Eingebettet in die gläserne Architektur des Schinkel Pavillons imaginiert die neueste Videoarbeit des New Yorker Kollektivs DIS Daseins-Szenarien, die sich fern der gekannten Strategien linearer Geschichtsschreibung und Wissensproduktion bewegen. Die genreübergreifende Science-Fiction-Dokumentation Everything but the World richtet den Blick auf die heute wohl am weitesten von der Natur entfernte Spezies, die den Planeten Erde bewohnt: den Menschen.
Aufstieg und Fall liegen in der fossil überlieferten Erzählung der Menschheitsgeschichte nah beieinander. Everything But The World hinterfragt die post-aufklärerischen Vorstellungen von „Fortschritt“, indem die repetitive Massenproduktion des Fabrikarbeiters mit den prähistorischen Lebensformen in Verbindung gebracht werden, die unsere Vorfahren praktizierten, als sie vom Jagen und Sammeln zur sesshaften Landwirtschaft übergingen.
Zwischen spekulativer Zukunft und aufgezeichneter Vergangenheit führen zahlreiche ProtagonistInnen durch die Erzählung, Realität und Fiktion verschwimmen sukzessive in einer Bilderflut, die sich wechselnder Formen und Formate bedient – von der klassischen Dokumentation über das YouTube-Tutorial bis hin zur TV-Show, vom Breitbild bis hin zum vertikalen Smartphone-Format. Interessiert an der menschlichen Faszination vom dystopischen Ende der Zeit, spürt der Film – ungeachtet absoluter Wahrheiten und Konventionen – den Grenzbereichen des Möglichen nach.
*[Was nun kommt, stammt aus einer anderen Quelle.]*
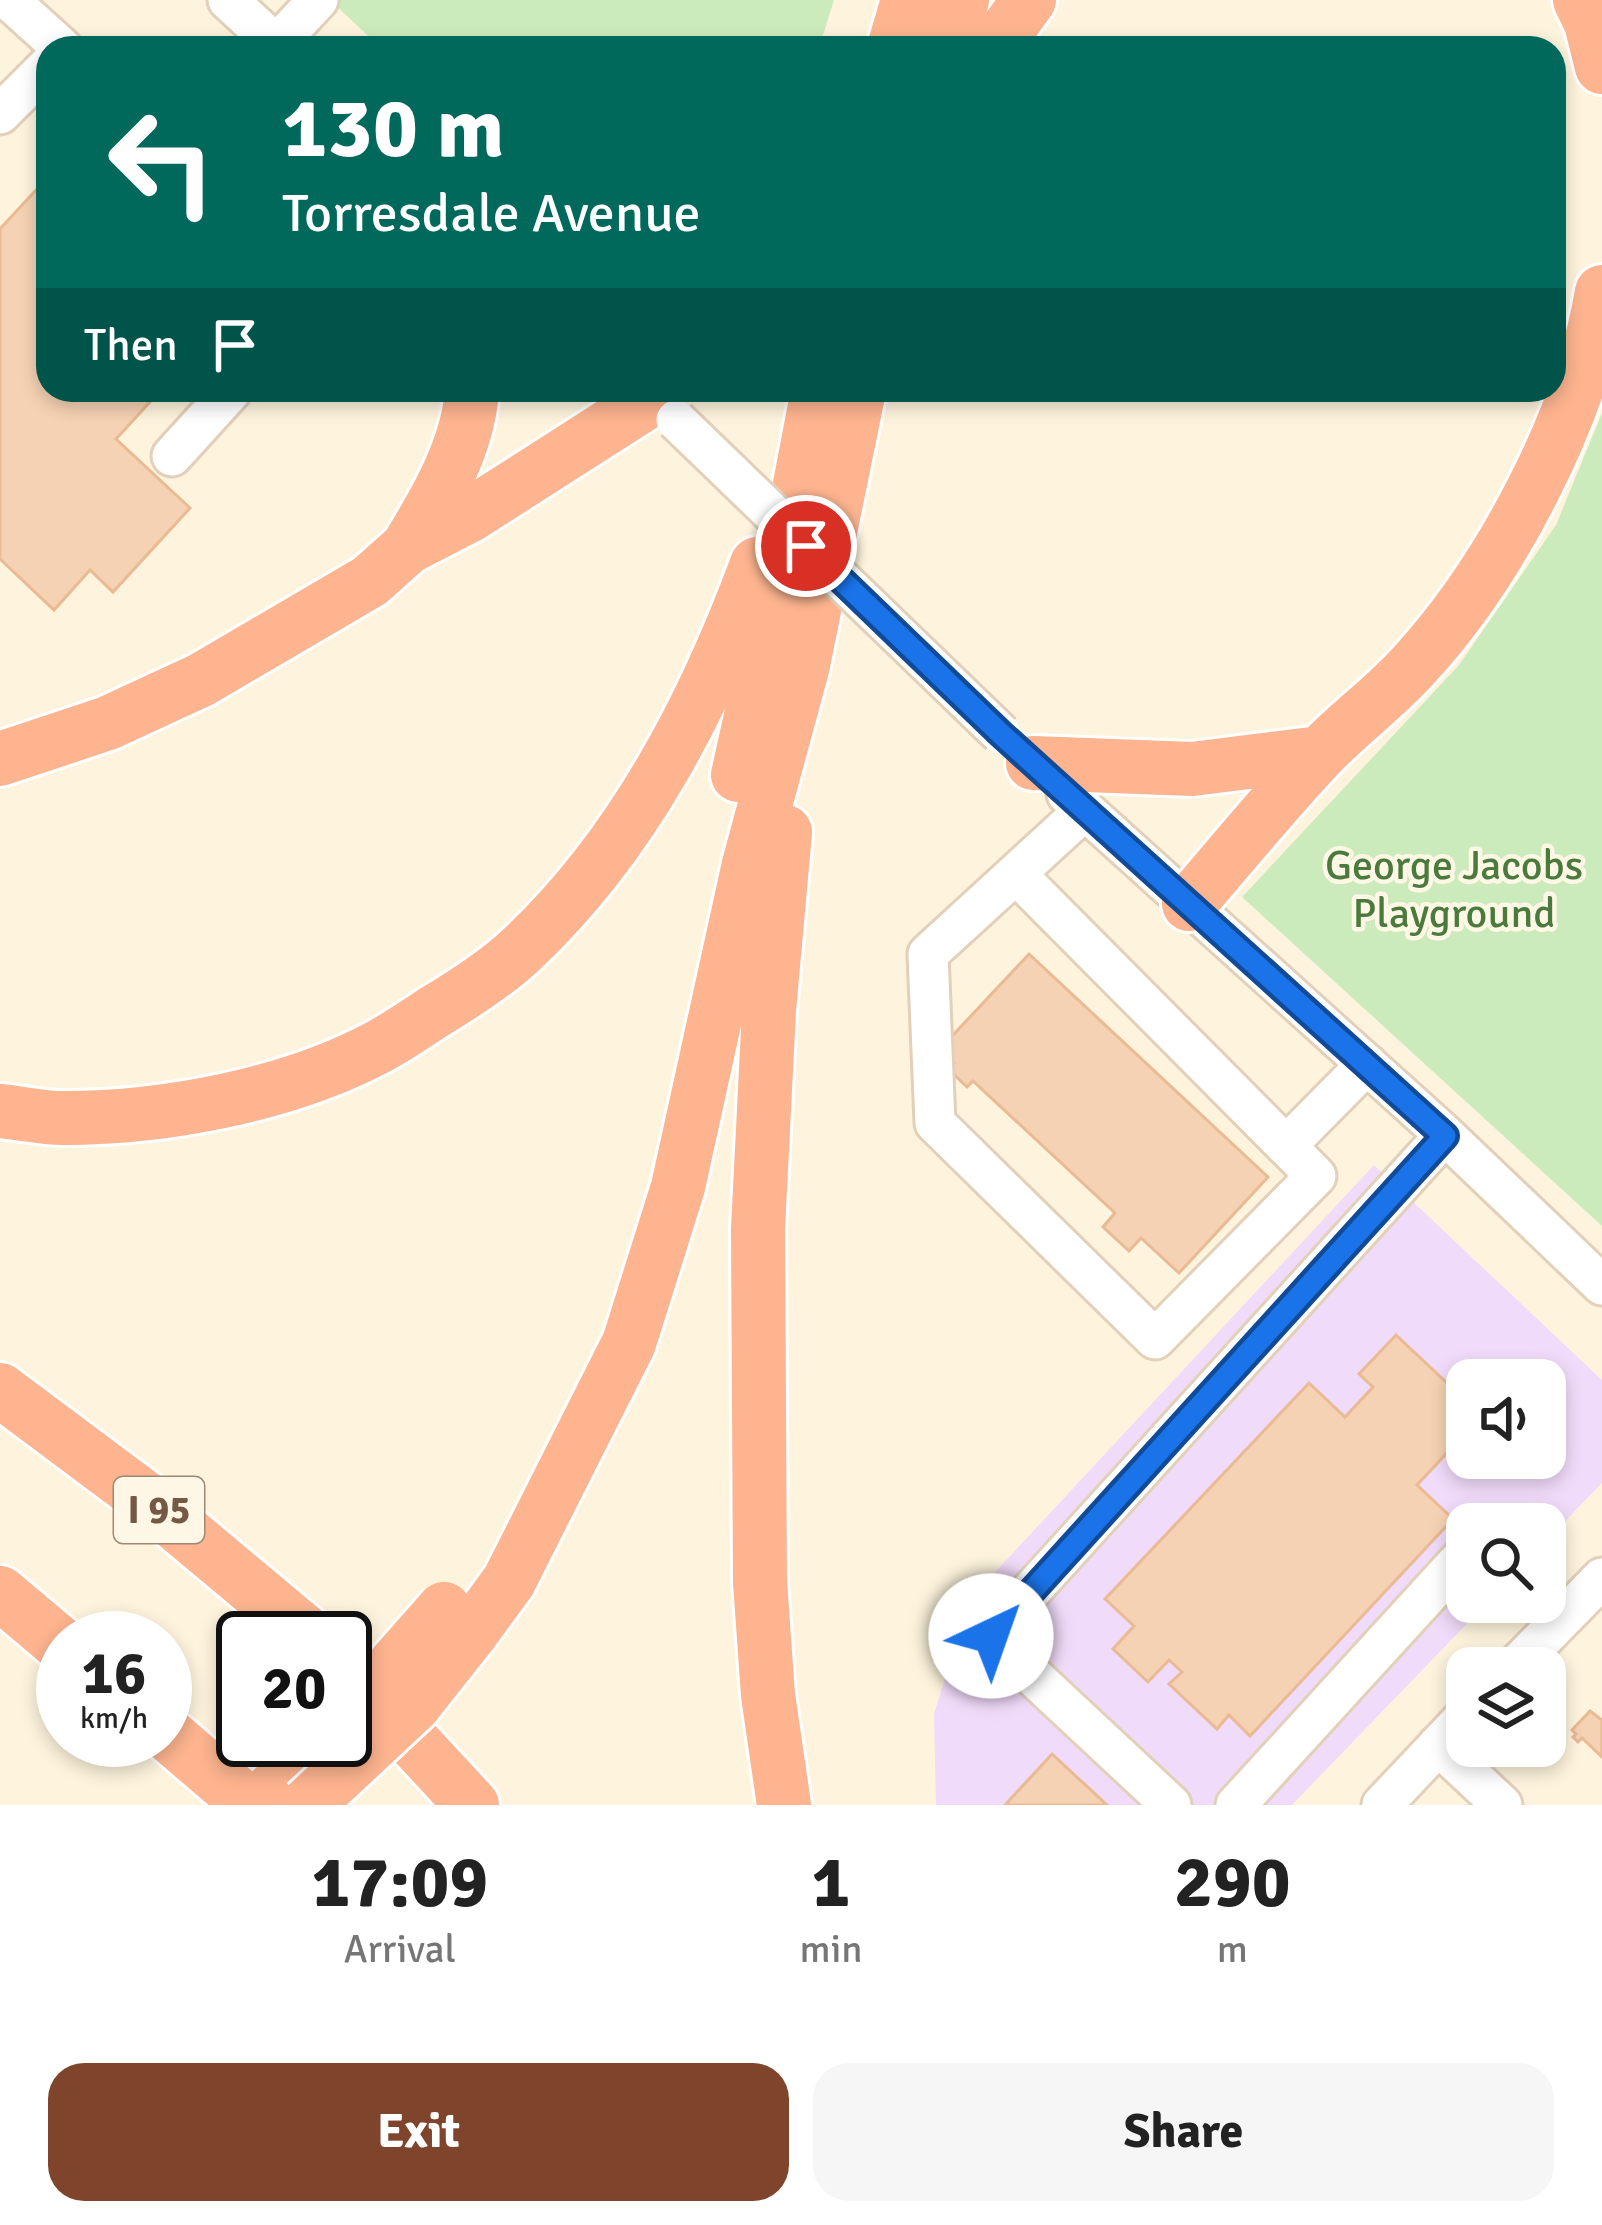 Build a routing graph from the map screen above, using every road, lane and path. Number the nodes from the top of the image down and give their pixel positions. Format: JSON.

Aus der Perspektive unserer knapp bemessenen Lebenszeit mag es schwer zu fassen sein, aber Geschichte ist keine Erzählung von Evolutionen und Konstanten, sondern von Veränderungen und Revolutionen. Wenn wir begreifen, dass unsere Welt nur eine Mögliche unter vielen ist, welche Welten könnten uns dann noch erwarten, nach dem Ende der Welt, wie wir sie kennen?
Bio:
DIS ist ein kollaboratives Projekt von Lauren Boyle, Solomon Chase, Marco Roso und David Toro. Von New York aus wirkt das Kollektiv sowohl künstlerisch als auch kuratorisch in einem breiten Feld von Medien und Plattformen, die Methoden der Produktion, Nutzung und Verbreitung von Content online nutzen. 2010 gründeten sie zunächst das Online-Magazin DIS Magazine. Später folgten eine Bilddatenbank (DISimages) sowie ein Online-Shop (DISown) mit von KünsterInnen entworfenen Produkten und Accessoires. 2018 wurde das Magazin durch die Streamingplattform dis.art ersetzt.
Von Anfang an hat DIS neben dem Magazin auch künstlerische Projekte realisiert und auf anderen Plattformen agiert, wie Ausstellungen im MoMA und dem New Museum in New York. 2016 kuratierte das Kollektiv die Berlin Biennale; zuletzt haben sie gemeinsam mit Andrea Bellini, dem Direktor des Centre d’Art Contemporain Genève, die dort stattfindende Biennale de l’Image en Mouvement 2021 kuratiert.